Komponenten einer hydraulischen Scheibenbremse
Eine hydraulische Scheibenbremse ist ein fortschrittliches Bremssystem, das Hydraulikdruck nutzt, um ein Fahrrad zu verlangsamen oder anzuhalten. Zu den Hauptkomponenten gehören:
- Bremshebel: Der Teil, den der Radfahrer betätigt, um die Bremsen zu aktivieren.
- Bremssattel: Am Rahmen des Fahrrads befestigt und mit dem Rotor verbunden.
- Bremsbeläge: Drücken gegen die Bremsscheibe, um Reibung zu erzeugen.
- Rotor (Bremsscheibe): Eine kreisförmige Scheibe, die an der Radnabe befestigt ist.
- Bremsflüssigkeit: Überträgt den Druck vom Bremshebel zum Bremssattel.
Funktionsweise
Wenn der Bremshebel betätigt wird, sendet er ein Signal an den Bremssattel. Die Bremsbeläge, die aus Materialien wie Metall oder Keramik bestehen, werden gegen die Bremsscheibe gedrückt. Die Bremsbeläge werden vom Bremssattel gehalten und sind über eine Hydraulikleitung, die Bremsflüssigkeit enthält, mit dem Hebel verbunden. Dadurch erhöht sich der Druck im Bremssattel, was wiederum dazu führt, dass die Bremsbeläge gegen die Bremsscheibe drücken.

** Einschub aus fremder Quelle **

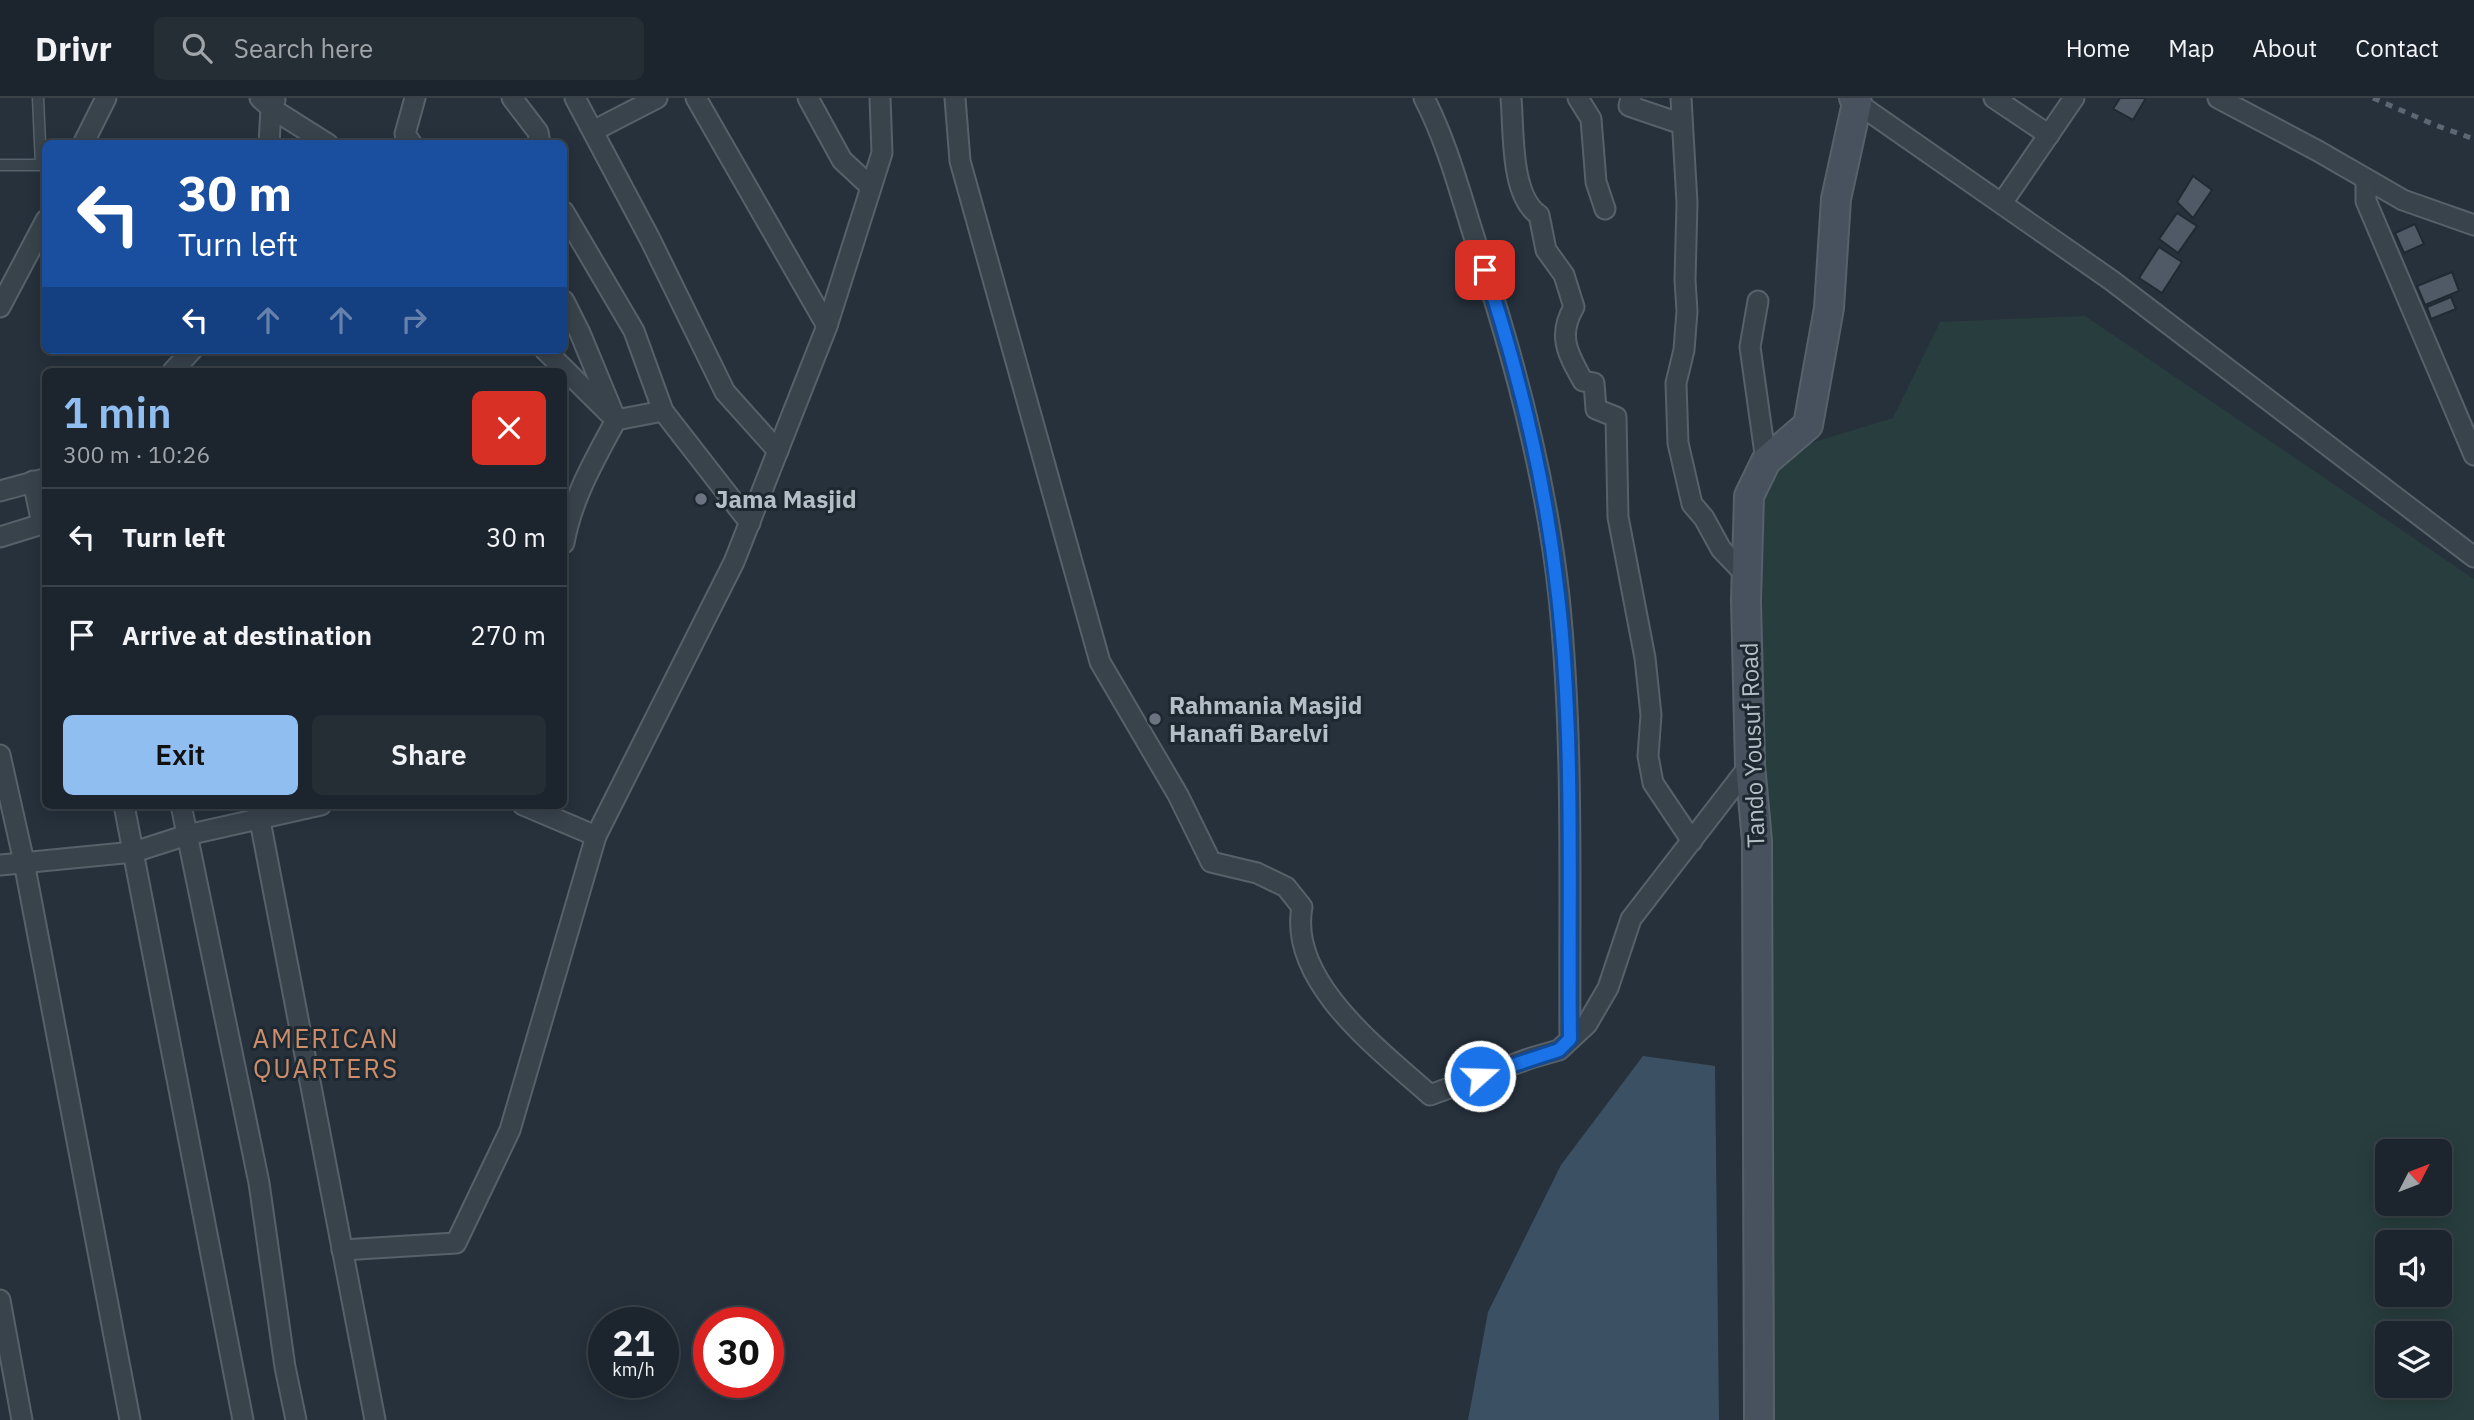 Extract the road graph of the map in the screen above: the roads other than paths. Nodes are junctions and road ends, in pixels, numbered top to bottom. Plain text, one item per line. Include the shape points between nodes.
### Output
1 (38, 98) edge
2 (106, 98) edge
3 (415, 98) edge
4 (513, 98) edge
5 (575, 98) edge
6 (657, 98) edge
7 (696, 98) edge
8 (808, 98) edge
9 (880, 98) edge
10 (955, 98) edge
11 (1424, 98) edge
12 (1511, 98) edge
13 (1578, 98) edge
14 (1631, 98) edge
15 (1681, 98) edge
16 (1994, 98) edge
17 (2074, 98) edge
18 (2217, 98) edge
19 (1856, 101) edge
20 (269, 102) edge
21 (1682, 124) junction
22 (593, 131) junction
23 (2049, 135) junction
24 (85, 140) edge
25 (269, 140) edge
26 (322, 140) edge
27 (409, 140) edge
28 (539, 140) edge
29 (0, 165) edge
30 (2366, 179) junction
31 (871, 187) junction
32 (2002, 203) junction
33 (1605, 209) dead end
34 (567, 217) edge
35 (2474, 225) edge
36 (42, 228) edge
37 (1758, 302) dead end
38 (0, 307) edge
39 (567, 307) edge
40 (827, 326) junction
41 (188, 354) edge
42 (549, 354) edge
43 (176, 368) edge
44 (564, 368) edge
45 (567, 371) edge
46 (663, 411) junction
47 (616, 419) junction
48 (778, 451) junction
49 (2474, 455) edge
50 (1766, 461) junction
51 (39, 480) edge
52 (0, 491) edge
53 (42, 506) edge
54 (750, 523) junction
55 (567, 524) edge
56 (42, 525) edge
57 (0, 537) edge
58 (2474, 557) edge
59 (1746, 575) junction
60 (0, 755) edge
61 (1750, 765) junction
62 (125, 809) edge
63 (182, 809) edge
64 (278, 809) edge
65 (533, 809) edge
66 (258, 811) edge
67 (187, 835) junction
68 (596, 835) junction
69 (1692, 841) junction
70 (134, 852) junction
71 (24, 862) junction
72 (0, 865) edge
73 (1570, 1039) junction
74 (342, 1250) junction
75 (0, 1300) edge
76 (22, 1420) edge
77 (130, 1420) edge
78 (243, 1420) edge
79 (296, 1420) edge
80 (374, 1420) edge
81 (1759, 1420) edge

1 - 29 lane via 41,164
2 - 24 street
3 - 27 street via 405,134
4 - 28 street
5 - 22 street
6 - 22 street
7 - 40 street
8 - 31 street via 842,160
9 - 31 street via 882,153
10 - 73 street via 960,161 1100,662 1178,795 1211,862 1257,873 1286,887 1302,907 1303,947 1324,989 1361,1033 1430,1094 1559,1050
11 - 73 street via 1507,336 1540,469 1559,596 1569,746
12 - 69 street via 1516,169 1530,209 1539,215 1546,250 1564,275 1574,307 1566,321 1569,356 1583,381 1594,383 1596,409 1616,417 1618,517 1645,659 1651,715 1648,756 1653,783
13 - 33 street via 1591,119 1596,182
14 - 21 street via 1629,106
15 - 21 street
16 - 23 street
17 - 23 street
18 - 30 street
19 - 32 street
19 - 50 street, Tando Yousuf Road via 1836,199 1829,308 1808,425
20 - 25 street
20 - 26 street
21 - 59 street via 1687,311 1676,383 1678,443 1692,504 1721,549
22 - 48 street via 725,392
23 - 32 street
30 - 35 street via 2403,200
30 - 49 street via 2366,201
31 - 40 street
32 - 58 street
34 - 46 street via 634,331
36 - 38 street
37 - 50 street via 1750,347
39 - 47 street
40 - 48 street
41 - 43 street
42 - 44 street
45 - 47 street
46 - 47 street
46 - 54 street
47 - 55 street
48 - 54 street
50 - 59 street, Tando Yousuf Road via 1749,496
51 - 52 street
51 - 53 street
54 - 68 street
56 - 57 street
59 - 61 street, Tando Yousuf Road
60 - 71 street
61 - 69 street
61 - 81 street, Tando Yousuf Road via 1757,841
62 - 70 street
63 - 67 street
64 - 66 street
65 - 68 street
66 - 67 street
66 - 74 street
67 - 70 street
67 - 79 street via 259,1183
68 - 74 street via 510,1130 456,1242
69 - 73 street via 1631,919 1608,988 1587,1024
70 - 71 street
70 - 78 street
71 - 72 street
71 - 77 street
74 - 80 street
75 - 76 street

Hydraulische Scheibenbremsen bieten eine starke Bremsleistung und eine bessere Kontrolle über die Geschwindigkeit des Fahrrads. Die Hydraulikleitung ermöglicht es dem Fahrer, den Druck, der auf die Bremsbeläge ausgeübt wird, präzise zu steuern.

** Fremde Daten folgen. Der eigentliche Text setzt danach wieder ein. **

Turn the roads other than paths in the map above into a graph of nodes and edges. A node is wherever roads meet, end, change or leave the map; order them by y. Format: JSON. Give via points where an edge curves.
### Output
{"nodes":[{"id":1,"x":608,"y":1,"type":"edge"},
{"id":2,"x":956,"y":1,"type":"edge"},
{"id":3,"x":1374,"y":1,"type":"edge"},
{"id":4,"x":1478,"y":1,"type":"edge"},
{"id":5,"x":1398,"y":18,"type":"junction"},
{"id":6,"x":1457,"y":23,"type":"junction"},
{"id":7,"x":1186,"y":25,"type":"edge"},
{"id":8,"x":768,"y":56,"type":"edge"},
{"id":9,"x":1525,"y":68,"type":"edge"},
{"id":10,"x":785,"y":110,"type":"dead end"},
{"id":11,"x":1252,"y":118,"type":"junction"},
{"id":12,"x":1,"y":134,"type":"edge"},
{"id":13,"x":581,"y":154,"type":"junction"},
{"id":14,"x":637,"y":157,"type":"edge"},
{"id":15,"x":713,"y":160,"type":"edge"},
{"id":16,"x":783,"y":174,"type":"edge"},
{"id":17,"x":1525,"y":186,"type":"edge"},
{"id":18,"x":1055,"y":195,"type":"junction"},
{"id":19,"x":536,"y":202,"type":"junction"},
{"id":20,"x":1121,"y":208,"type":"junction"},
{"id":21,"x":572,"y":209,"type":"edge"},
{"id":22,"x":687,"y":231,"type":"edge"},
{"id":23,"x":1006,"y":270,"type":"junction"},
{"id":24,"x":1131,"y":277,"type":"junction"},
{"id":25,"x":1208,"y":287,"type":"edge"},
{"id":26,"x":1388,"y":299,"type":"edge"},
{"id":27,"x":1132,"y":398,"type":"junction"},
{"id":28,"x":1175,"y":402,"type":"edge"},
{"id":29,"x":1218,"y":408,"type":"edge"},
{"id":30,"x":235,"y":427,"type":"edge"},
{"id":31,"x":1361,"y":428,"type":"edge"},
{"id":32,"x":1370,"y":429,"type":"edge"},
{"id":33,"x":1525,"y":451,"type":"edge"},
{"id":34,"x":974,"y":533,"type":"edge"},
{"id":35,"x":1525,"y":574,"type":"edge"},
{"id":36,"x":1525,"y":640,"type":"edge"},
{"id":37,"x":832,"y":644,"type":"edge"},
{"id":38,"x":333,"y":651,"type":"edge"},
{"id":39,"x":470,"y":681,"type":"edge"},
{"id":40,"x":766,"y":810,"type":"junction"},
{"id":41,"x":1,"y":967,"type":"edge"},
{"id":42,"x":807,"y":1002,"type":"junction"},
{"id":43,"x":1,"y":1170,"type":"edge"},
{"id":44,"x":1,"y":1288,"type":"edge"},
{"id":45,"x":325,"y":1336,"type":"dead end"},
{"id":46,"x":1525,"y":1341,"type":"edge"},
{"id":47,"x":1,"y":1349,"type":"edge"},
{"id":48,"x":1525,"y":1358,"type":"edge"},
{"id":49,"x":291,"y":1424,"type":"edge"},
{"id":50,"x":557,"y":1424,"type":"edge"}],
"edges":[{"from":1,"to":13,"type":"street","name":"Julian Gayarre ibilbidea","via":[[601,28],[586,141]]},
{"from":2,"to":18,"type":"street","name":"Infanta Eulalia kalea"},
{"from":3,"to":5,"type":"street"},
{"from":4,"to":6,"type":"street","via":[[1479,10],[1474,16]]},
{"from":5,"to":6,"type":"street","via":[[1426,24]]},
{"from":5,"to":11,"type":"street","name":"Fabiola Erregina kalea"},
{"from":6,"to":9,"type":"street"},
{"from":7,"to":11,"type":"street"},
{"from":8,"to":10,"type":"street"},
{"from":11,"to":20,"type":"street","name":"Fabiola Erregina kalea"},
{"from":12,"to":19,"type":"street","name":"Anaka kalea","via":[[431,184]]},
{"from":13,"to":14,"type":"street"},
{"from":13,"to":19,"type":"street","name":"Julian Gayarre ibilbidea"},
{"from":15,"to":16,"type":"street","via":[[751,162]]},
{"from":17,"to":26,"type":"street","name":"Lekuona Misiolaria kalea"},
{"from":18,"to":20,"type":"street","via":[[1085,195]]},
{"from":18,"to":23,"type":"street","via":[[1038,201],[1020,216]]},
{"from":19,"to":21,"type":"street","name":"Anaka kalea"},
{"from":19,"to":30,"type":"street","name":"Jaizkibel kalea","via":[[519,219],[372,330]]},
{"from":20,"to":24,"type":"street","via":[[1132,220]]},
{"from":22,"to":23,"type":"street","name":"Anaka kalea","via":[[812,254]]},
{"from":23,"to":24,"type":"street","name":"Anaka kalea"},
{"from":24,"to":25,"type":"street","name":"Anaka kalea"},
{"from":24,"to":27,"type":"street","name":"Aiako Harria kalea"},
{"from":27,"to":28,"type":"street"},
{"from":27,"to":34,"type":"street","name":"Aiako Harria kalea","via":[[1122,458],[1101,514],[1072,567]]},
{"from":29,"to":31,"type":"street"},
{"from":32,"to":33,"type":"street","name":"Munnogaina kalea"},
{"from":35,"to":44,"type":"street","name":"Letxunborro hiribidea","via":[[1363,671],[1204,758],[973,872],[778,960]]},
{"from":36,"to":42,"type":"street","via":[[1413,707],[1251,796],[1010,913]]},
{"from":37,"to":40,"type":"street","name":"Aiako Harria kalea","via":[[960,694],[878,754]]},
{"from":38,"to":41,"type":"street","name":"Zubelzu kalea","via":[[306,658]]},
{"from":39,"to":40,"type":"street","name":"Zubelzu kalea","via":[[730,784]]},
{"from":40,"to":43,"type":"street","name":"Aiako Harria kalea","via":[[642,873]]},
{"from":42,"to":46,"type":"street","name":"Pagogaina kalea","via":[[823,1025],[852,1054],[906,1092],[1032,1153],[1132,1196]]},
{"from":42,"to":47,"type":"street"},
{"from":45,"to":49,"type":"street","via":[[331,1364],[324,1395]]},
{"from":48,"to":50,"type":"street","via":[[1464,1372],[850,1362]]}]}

Unterschiedliche Bremssysteme
Generell gibt es verschiedene Arten von Fahrradbremsen, die auf unterschiedliche Weise funktionieren. Häufig sind an Fahrrädern entweder Felgenbremsen oder Scheibenbremsen verbaut, die sich leicht einstellen lassen. Sie kommen oft auch bei E-Bikes zum Einsatz.
Felgenbremsen
Felgenbremsen sind die häufigste Art von Bremsen an Fahrrädern. Sie bestehen aus zwei Bremsbelägen, die gegen beide Seiten der Felge drücken, um das Fahrrad zu verlangsamen und anzuhalten. Sie sind in der Regel leichter und günstiger als Scheibenbremsen, aber bei Nässe oder Schlamm weniger effektiv.
Scheibenbremsen
Die insbesondere bei MTBs immer beliebteren Scheibenbremsen bestehen aus einer Metallscheibe (aus rostfreiem Stahl), die an der Radnabe angebracht ist. Eine Art Klammer (Bremssattel) mit kleinen Bremsbelägen wird gegen diese Scheibe gepresst, um die Geschwindigkeit zu reduzieren. Der Vorteil dieses Bremsentyps liegt in der im Vergleich zu einer Felgenbremse höheren Bremskraft, vor allem bei feuchter Witterung. Es gibt mechanische und hydraulische Scheibenbremsen. Während erstere die Kraft mithilfe von Bremszügen vom Bremshebel auf den Bremssattel übertragen, verwenden zweitere eine Flüssigkeit (Mineralöl oder DOT) in einer Hydraulikleitung. Hydraulische Scheibenbremsen verfügen in der Regel über eine höhere Bremskraft und präzisere Dosierbarkeit. Heutzutage stellen Marken wie Shimano oder SRAM sehr leistungsstarke Scheibenbremsenmodelle her.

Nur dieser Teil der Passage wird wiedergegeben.